Hello everyone, I am new here and new to cockatiels. I got my first bird yesterday, 'he' (we're not sure which gender he is for sure but the breeder guessed he was a male by his feather coloration) is still very shy and quiet and scared. I feel bad for the little fellow. I haven't been bothering him for the last 24 hours and I finally saw some of his personality. He was climbing all over the cage and playing with his toys and banging his beak against the bars of the cage and would even come up close when I called his name-- Cricket. He acts completely fine until I open the cage. Then he freezes up again, hissing and threatening to bite. I have heard that you can try to tame your bird by offering them treats but he refuses to get anywhere near my hand and I have left treats in his cage (I heard millet spray was popular but I also tried a piece of banana) and he ignores them. Am I doing something wrong? Is there anyway I can reassure him and possibly get him to take treats from my hand? Thank you in advance.


----------



## Mentha (Jul 11, 2010)

try with him getting used to your hand first. Place your hand on the side of the cage and wait for him to calm down, then a little later do it again, continue this until he's not afraid of your had outside the cage. Then put your hand in the cage and do the same.
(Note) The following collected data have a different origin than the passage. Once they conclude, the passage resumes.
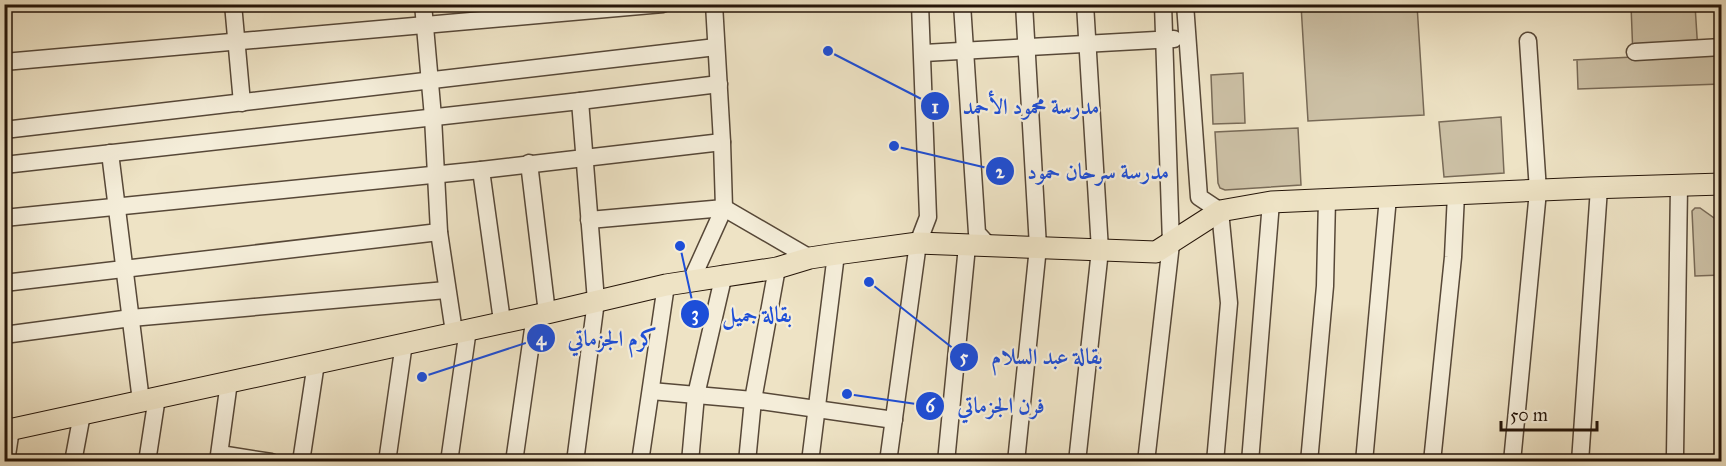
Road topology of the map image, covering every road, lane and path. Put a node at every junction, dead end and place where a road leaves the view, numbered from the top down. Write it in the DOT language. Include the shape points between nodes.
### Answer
graph roads {
  1 [pos="233,4"];
  2 [pos="423,4"];
  3 [pos="663,4"];
  4 [pos="714,4"];
  5 [pos="921,4"];
  6 [pos="962,4"];
  7 [pos="1024,4"];
  8 [pos="1085,4"];
  9 [pos="1163,4"];
  10 [pos="1185,4"];
  11 [pos="425,26"];
  12 [pos="1188,39"];
  13 [pos="1165,40"];
  14 [pos="1528,41"];
  15 [pos="236,43"];
  16 [pos="1087,44"];
  17 [pos="716,47"];
  18 [pos="1722,47"];
  19 [pos="1027,48"];
  20 [pos="965,51"];
  21 [pos="1635,52"];
  22 [pos="924,53"];
  23 [pos="4,63"];
  24 [pos="430,82"];
  25 [pos="719,84"];
  26 [pos="580,101"];
  27 [pos="242,103"];
  28 [pos="433,117"];
  29 [pos="4,130"];
  30 [pos="722,142"];
  31 [pos="110,153"];
  32 [pos="584,158"];
  33 [pos="529,163"];
  34 [pos="4,165"];
  35 [pos="481,170"];
  36 [pos="435,174"];
  37 [pos="1722,184"];
  38 [pos="1679,186"];
  39 [pos="1599,188"];
  40 [pos="1538,191"];
  41 [pos="1456,194"];
  42 [pos="1388,197"];
  43 [pos="1327,199"];
  44 [pos="1271,202"];
  45 [pos="117,206"];
  46 [pos="724,208"];
  47 [pos="1220,211"];
  48 [pos="4,218"];
  49 [pos="590,220"];
  50 [pos="438,232"];
  51 [pos="918,243"];
  52 [pos="1171,244"];
  53 [pos="967,246"];
  54 [pos="990,247"];
  55 [pos="1038,247"];
  56 [pos="1100,250"];
  57 [pos="836,254"];
  58 [pos="810,258"];
  59 [pos="777,268"];
  60 [pos="125,269"];
  61 [pos="724,274"];
  62 [pos="691,281"];
  63 [pos="4,283"];
  64 [pos="666,285"];
  65 [pos="446,290"];
  66 [pos="596,301"];
  67 [pos="541,314"];
  68 [pos="131,318"];
  69 [pos="502,321"];
  70 [pos="461,331"];
  71 [pos="4,334"];
  72 [pos="404,343"];
  73 [pos="316,363"];
  74 [pos="229,382"];
  75 [pos="651,391"];
  76 [pos="696,395"];
  77 [pos="149,399"];
  78 [pos="753,400"];
  79 [pos="818,408"];
  80 [pos="82,414"];
  81 [pos="894,420"];
  82 [pos="8,430"];
  83 [pos="1675,455"];
  84 [pos="219,458"];
  85 [pos="6,462"];
  86 [pos="73,462"];
  87 [pos="147,462"];
  88 [pos="271,462"];
  89 [pos="301,462"];
  90 [pos="387,462"];
  91 [pos="449,462"];
  92 [pos="514,462"];
  93 [pos="575,462"];
  94 [pos="640,462"];
  95 [pos="690,462"];
  96 [pos="747,462"];
  97 [pos="810,462"];
  98 [pos="888,462"];
  99 [pos="946,462"];
  100 [pos="1016,462"];
  101 [pos="1077,462"];
  102 [pos="1146,462"];
  103 [pos="1215,462"];
  104 [pos="1250,462"];
  105 [pos="1309,462"];
  106 [pos="1364,462"];
  107 [pos="1432,462"];
  108 [pos="1512,462"];
  109 [pos="1580,462"];
  1 -- 15 [label="street"];
  2 -- 11 [label="street"];
  3 -- 11 [label="street"];
  4 -- 17 [label="street"];
  5 -- 22 [label="street"];
  6 -- 20 [label="street"];
  7 -- 19 [label="street"];
  8 -- 16 [label="street"];
  9 -- 13 [label="street"];
  10 -- 12 [label="street"];
  11 -- 15 [label="street"];
  11 -- 24 [label="street"];
  12 -- 13 [label="street"];
  12 -- 47 [label="street" via="1199,197"];
  13 -- 16 [label="street"];
  13 -- 52 [label="street"];
  14 -- 40 [label="street"];
  15 -- 23 [label="street"];
  15 -- 27 [label="street"];
  16 -- 19 [label="street"];
  16 -- 56 [label="street"];
  17 -- 24 [label="street"];
  17 -- 25 [label="street"];
  18 -- 21 [label="street"];
  19 -- 20 [label="street"];
  19 -- 55 [label="street"];
  20 -- 22 [label="street"];
  20 -- 54 [label="street" via="977,233"];
  22 -- 51 [label="street" via="928,218"];
  24 -- 27 [label="street"];
  24 -- 28 [label="street"];
  25 -- 26 [label="street"];
  25 -- 30 [label="street"];
  26 -- 28 [label="street"];
  26 -- 32 [label="street"];
  27 -- 29 [label="street"];
  28 -- 31 [label="street"];
  28 -- 36 [label="street"];
  30 -- 32 [label="street"];
  30 -- 46 [label="street"];
  31 -- 34 [label="street"];
  31 -- 45 [label="street"];
  32 -- 33 [label="street"];
  32 -- 49 [label="street"];
  33 -- 35 [label="street"];
  33 -- 67 [label="street"];
  35 -- 36 [label="street"];
  35 -- 69 [label="street"];
  36 -- 45 [label="street"];
  36 -- 50 [label="street"];
  37 -- 38 [label="main road"];
  38 -- 39 [label="main road"];
  38 -- 83 [label="street"];
  39 -- 40 [label="main road"];
  39 -- 109 [label="street"];
  40 -- 41 [label="main road"];
  40 -- 108 [label="street"];
  41 -- 42 [label="main road"];
  41 -- 107 [label="street"];
  42 -- 43 [label="main road"];
  42 -- 106 [label="street"];
  43 -- 44 [label="main road"];
  43 -- 105 [label="street"];
  44 -- 47 [label="main road"];
  44 -- 104 [label="street"];
  45 -- 48 [label="street"];
  45 -- 60 [label="street"];
  46 -- 49 [label="street"];
  46 -- 58 [label="street"];
  46 -- 62 [label="street"];
  47 -- 52 [label="main road"];
  47 -- 103 [label="street" via="1229,303"];
  49 -- 66 [label="street"];
  50 -- 60 [label="street"];
  50 -- 65 [label="street"];
  51 -- 53 [label="main road"];
  51 -- 57 [label="main road"];
  51 -- 81 [label="street"];
  52 -- 56 [label="main road" via="1156,252"];
  52 -- 102 [label="street"];
  53 -- 54 [label="main road"];
  53 -- 99 [label="street"];
  54 -- 55 [label="main road"];
  55 -- 56 [label="main road"];
  55 -- 100 [label="street"];
  56 -- 101 [label="street"];
  57 -- 58 [label="main road"];
  57 -- 79 [label="street"];
  58 -- 59 [label="main road"];
  59 -- 61 [label="main road"];
  59 -- 78 [label="street"];
  60 -- 63 [label="street"];
  60 -- 68 [label="street"];
  61 -- 62 [label="main road"];
  61 -- 76 [label="street"];
  62 -- 64 [label="main road"];
  64 -- 66 [label="main road"];
  64 -- 75 [label="street"];
  65 -- 68 [label="street"];
  65 -- 70 [label="street"];
  66 -- 67 [label="main road"];
  66 -- 93 [label="street"];
  67 -- 69 [label="main road"];
  67 -- 92 [label="street"];
  68 -- 71 [label="street"];
  68 -- 77 [label="street"];
  69 -- 70 [label="main road"];
  70 -- 72 [label="main road"];
  70 -- 91 [label="street"];
  72 -- 73 [label="main road"];
  72 -- 90 [label="street"];
  73 -- 74 [label="main road"];
  73 -- 89 [label="street"];
  74 -- 77 [label="main road"];
  74 -- 84 [label="street"];
  75 -- 76 [label="street"];
  75 -- 94 [label="street"];
  76 -- 78 [label="street"];
  76 -- 95 [label="street"];
  77 -- 80 [label="main road"];
  77 -- 87 [label="street"];
  78 -- 79 [label="street"];
  78 -- 96 [label="street"];
  79 -- 81 [label="street"];
  79 -- 97 [label="street"];
  80 -- 82 [label="main road"];
  80 -- 86 [label="street"];
  81 -- 98 [label="street"];
  82 -- 85 [label="street"];
  84 -- 88 [label="street"];
}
Wait until he's not spooked by your hand being in the cage and move it closer to him stopping each time he spooks. When he's not afraid of your hand, then introduce treats.


----------



## MyCricket (Aug 11, 2011)

Thank you I will try that.  How frequently should I try getting him used to my hand?


----------



## Yume (Aug 15, 2011)

I just got my first 'tiel yesterday. At first, he did the same thing, but I left some millet on the bottom of the cage (he's afraid of the millet holder we got him) and after a few minutes, he was munching away. I'd give him some time to get used to you and your home, though my bird seemed fine with his millet. I think it was because he had been given millet before when he still lived with the breeder, so he was familiar with it.


----------



## MyCricket (Aug 11, 2011)

Yeah, after a couple of days I finally got him to eat some millet out of my hand (the fact that he was hungry also helped)  I haven't tried giving him anything other than his usual birdseed and some millet, though.


----------



## lperry82 (Aug 2, 2010)

It took a few days for mine to eat some millet too but now they love it lol


----------